START Source material
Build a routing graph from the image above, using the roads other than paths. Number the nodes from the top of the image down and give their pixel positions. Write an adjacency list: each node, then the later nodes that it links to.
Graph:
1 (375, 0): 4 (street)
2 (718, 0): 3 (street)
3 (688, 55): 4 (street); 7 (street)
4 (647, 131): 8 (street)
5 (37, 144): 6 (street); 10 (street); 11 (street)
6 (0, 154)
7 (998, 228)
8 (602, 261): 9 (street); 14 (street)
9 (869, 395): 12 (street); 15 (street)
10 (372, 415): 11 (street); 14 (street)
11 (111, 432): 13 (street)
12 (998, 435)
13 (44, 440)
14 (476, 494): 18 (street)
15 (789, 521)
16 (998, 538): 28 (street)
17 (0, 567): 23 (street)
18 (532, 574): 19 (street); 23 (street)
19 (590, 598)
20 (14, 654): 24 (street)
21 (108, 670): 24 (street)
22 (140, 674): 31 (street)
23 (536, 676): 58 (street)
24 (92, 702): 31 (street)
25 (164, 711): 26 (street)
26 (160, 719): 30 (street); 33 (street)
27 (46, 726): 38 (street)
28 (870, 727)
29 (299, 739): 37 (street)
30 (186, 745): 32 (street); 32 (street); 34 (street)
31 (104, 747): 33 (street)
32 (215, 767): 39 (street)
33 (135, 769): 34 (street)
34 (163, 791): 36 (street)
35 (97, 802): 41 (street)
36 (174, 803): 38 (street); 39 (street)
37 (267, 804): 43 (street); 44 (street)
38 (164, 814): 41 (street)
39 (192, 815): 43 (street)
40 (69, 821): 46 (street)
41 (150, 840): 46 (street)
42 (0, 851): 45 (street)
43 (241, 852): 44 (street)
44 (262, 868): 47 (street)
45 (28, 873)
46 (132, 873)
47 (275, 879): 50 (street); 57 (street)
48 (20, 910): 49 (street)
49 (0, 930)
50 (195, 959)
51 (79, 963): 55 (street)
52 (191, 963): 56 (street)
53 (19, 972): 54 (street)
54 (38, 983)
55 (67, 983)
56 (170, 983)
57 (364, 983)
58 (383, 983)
END Source material
### Assignment
The full listing, retyped exactly, is the expected answer.

### Finished task
Build a routing graph from the image above, using the roads other than paths. Number the nodes from the top of the image down and give their pixel positions. Write an adjacency list: each node, then the later nodes that it links to.
Graph:
1 (375, 0): 4 (street)
2 (718, 0): 3 (street)
3 (688, 55): 4 (street); 7 (street)
4 (647, 131): 8 (street)
5 (37, 144): 6 (street); 10 (street); 11 (street)
6 (0, 154)
7 (998, 228)
8 (602, 261): 9 (street); 14 (street)
9 (869, 395): 12 (street); 15 (street)
10 (372, 415): 11 (street); 14 (street)
11 (111, 432): 13 (street)
12 (998, 435)
13 (44, 440)
14 (476, 494): 18 (street)
15 (789, 521)
16 (998, 538): 28 (street)
17 (0, 567): 23 (street)
18 (532, 574): 19 (street); 23 (street)
19 (590, 598)
20 (14, 654): 24 (street)
21 (108, 670): 24 (street)
22 (140, 674): 31 (street)
23 (536, 676): 58 (street)
24 (92, 702): 31 (street)
25 (164, 711): 26 (street)
26 (160, 719): 30 (street); 33 (street)
27 (46, 726): 38 (street)
28 (870, 727)
29 (299, 739): 37 (street)
30 (186, 745): 32 (street); 32 (street); 34 (street)
31 (104, 747): 33 (street)
32 (215, 767): 39 (street)
33 (135, 769): 34 (street)
34 (163, 791): 36 (street)
35 (97, 802): 41 (street)
36 (174, 803): 38 (street); 39 (street)
37 (267, 804): 43 (street); 44 (street)
38 (164, 814): 41 (street)
39 (192, 815): 43 (street)
40 (69, 821): 46 (street)
41 (150, 840): 46 (street)
42 (0, 851): 45 (street)
43 (241, 852): 44 (street)
44 (262, 868): 47 (street)
45 (28, 873)
46 (132, 873)
47 (275, 879): 50 (street); 57 (street)
48 (20, 910): 49 (street)
49 (0, 930)
50 (195, 959)
51 (79, 963): 55 (street)
52 (191, 963): 56 (street)
53 (19, 972): 54 (street)
54 (38, 983)
55 (67, 983)
56 (170, 983)
57 (364, 983)
58 (383, 983)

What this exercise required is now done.